┌──

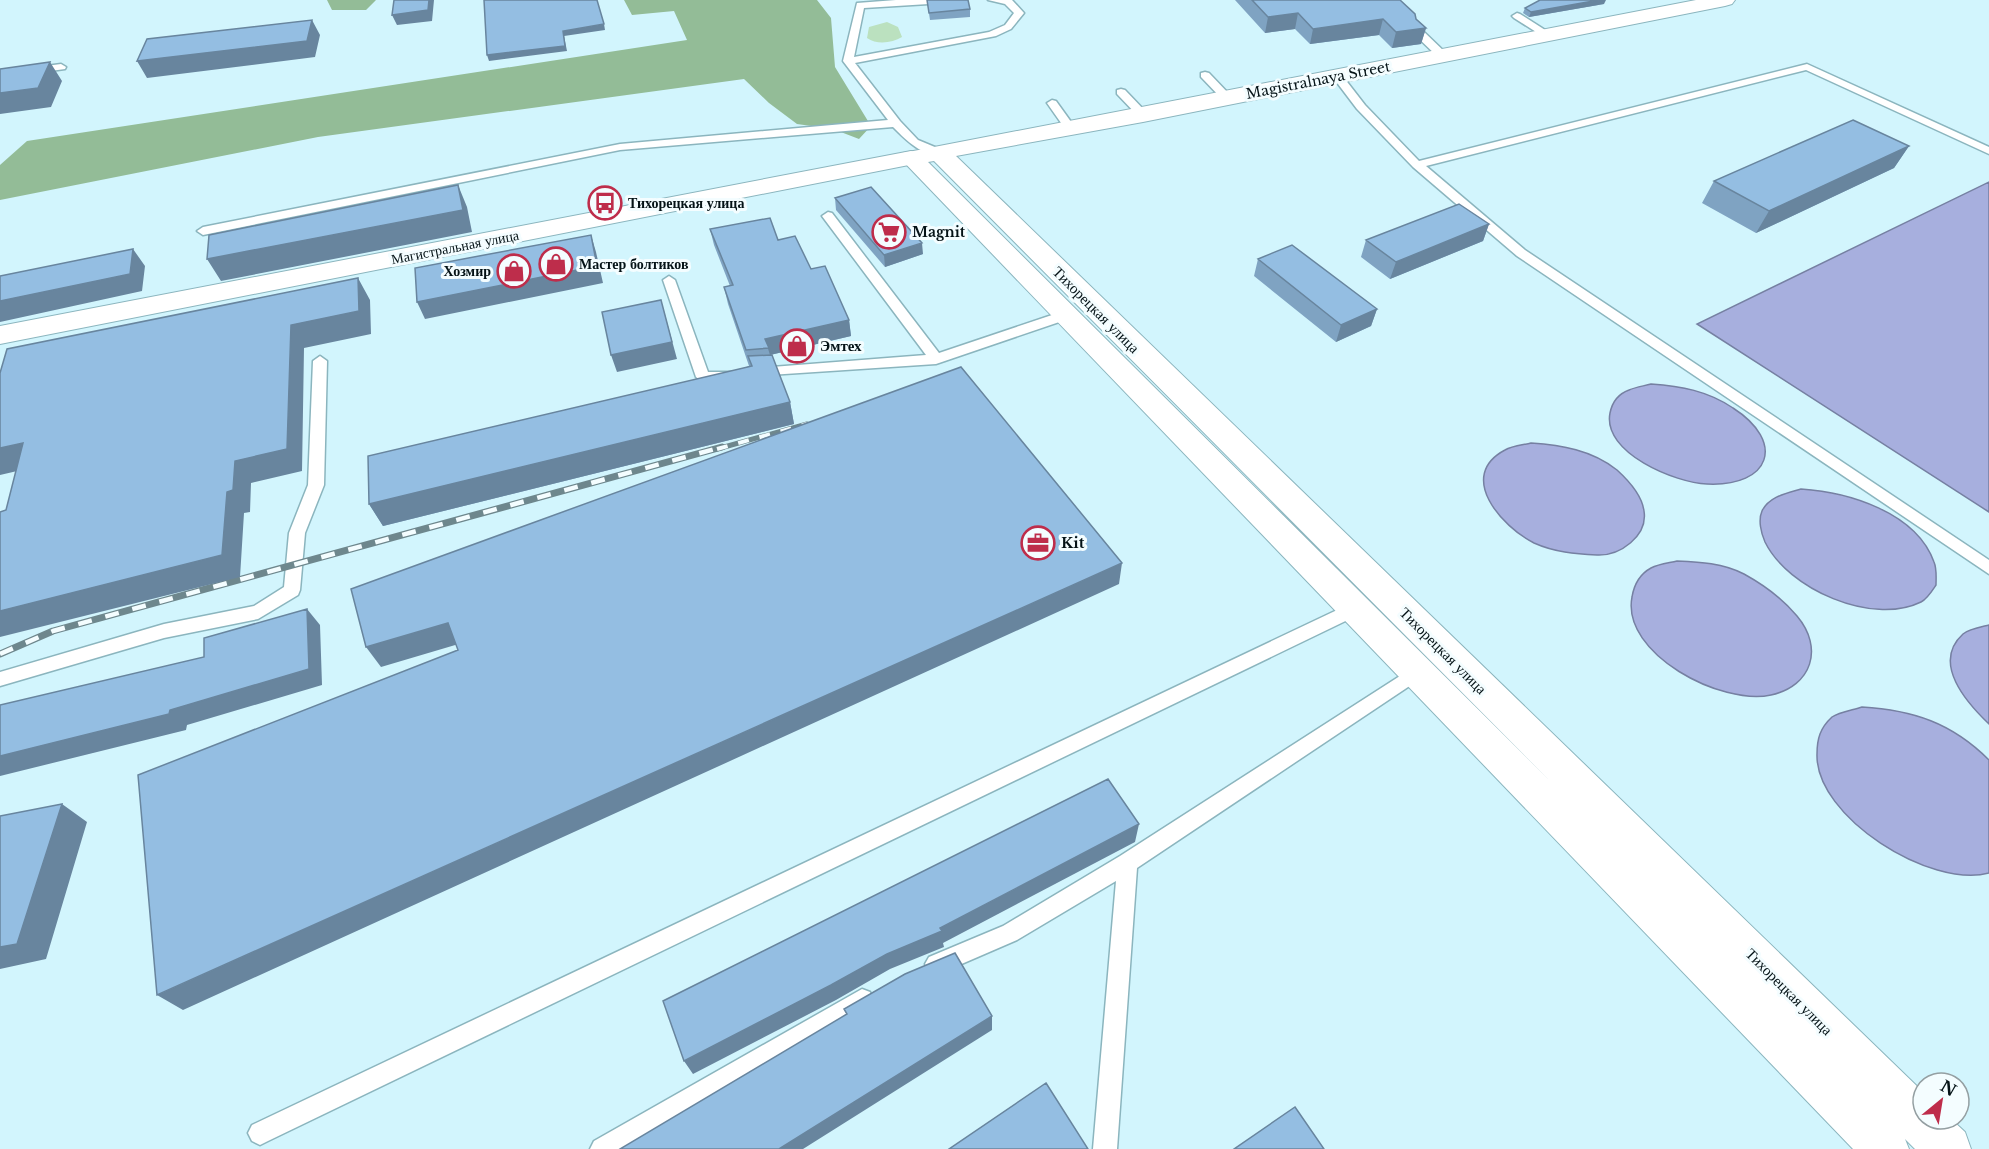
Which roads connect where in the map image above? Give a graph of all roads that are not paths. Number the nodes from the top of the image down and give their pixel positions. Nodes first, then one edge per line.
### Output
1 (945, 0) edge
2 (993, 0) edge
3 (1725, 0) edge
4 (1517, 16) dead end
5 (1417, 31) edge
6 (1548, 35) junction
7 (1443, 56) junction
8 (848, 61) junction
9 (62, 67) dead end
10 (0, 75) edge
11 (1205, 75) dead end
12 (1337, 76) junction
13 (1121, 92) dead end
14 (1227, 98) junction
15 (1052, 103) dead end
16 (1143, 115) junction
17 (896, 123) junction
18 (1070, 128) junction
19 (921, 151) junction
20 (1989, 151) edge
21 (1417, 165) junction
22 (828, 216) dead end
23 (203, 231) dead end
24 (669, 280) dead end
25 (1066, 315) junction
26 (0, 335) edge
27 (936, 359) junction
28 (320, 362) dead end
29 (1989, 568) edge
30 (1354, 609) junction
31 (1417, 672) junction
32 (0, 679) edge
33 (1127, 863) junction
34 (921, 970) edge
35 (879, 991) edge
36 (260, 1133) dead end
37 (602, 1149) edge
38 (1105, 1149) edge
39 (1886, 1149) edge
40 (1948, 1149) edge

1 - 8 lane
2 - 8 lane
3 - 6 main road, Magistralnaya Street
4 - 6 lane
5 - 7 lane
6 - 7 main road, Magistralnaya Street
7 - 12 main road, Magistralnaya Street
8 - 17 lane
9 - 10 lane
11 - 14 lane
12 - 14 main road, Magistralnaya Street
12 - 21 lane
13 - 16 lane
14 - 16 main road, Magistralnaya Street
15 - 18 lane
16 - 18 main road, Magistralnaya Street
17 - 19 lane
17 - 23 lane
18 - 19 main road, Magistralnaya Street
19 - 25 main road, Тихорецкая улица
19 - 26 main road, Магистральная улица
19 - 40 main road, Тихорецкая улица
20 - 21 lane
21 - 29 lane
22 - 27 lane
24 - 27 lane
25 - 27 lane
25 - 30 main road, Тихорецкая улица
28 - 32 lane
30 - 31 main road, Тихорецкая улица
30 - 36 lane
31 - 33 lane
31 - 39 main road, Тихорецкая улица
33 - 34 lane
33 - 38 lane
35 - 37 lane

└──

### Assignment
Which lines of the records above contain the word "Street"? Show each of them.

### Result of this exercise
3 - 6 main road, Magistralnaya Street
6 - 7 main road, Magistralnaya Street
7 - 12 main road, Magistralnaya Street
12 - 14 main road, Magistralnaya Street
14 - 16 main road, Magistralnaya Street
16 - 18 main road, Magistralnaya Street
18 - 19 main road, Magistralnaya Street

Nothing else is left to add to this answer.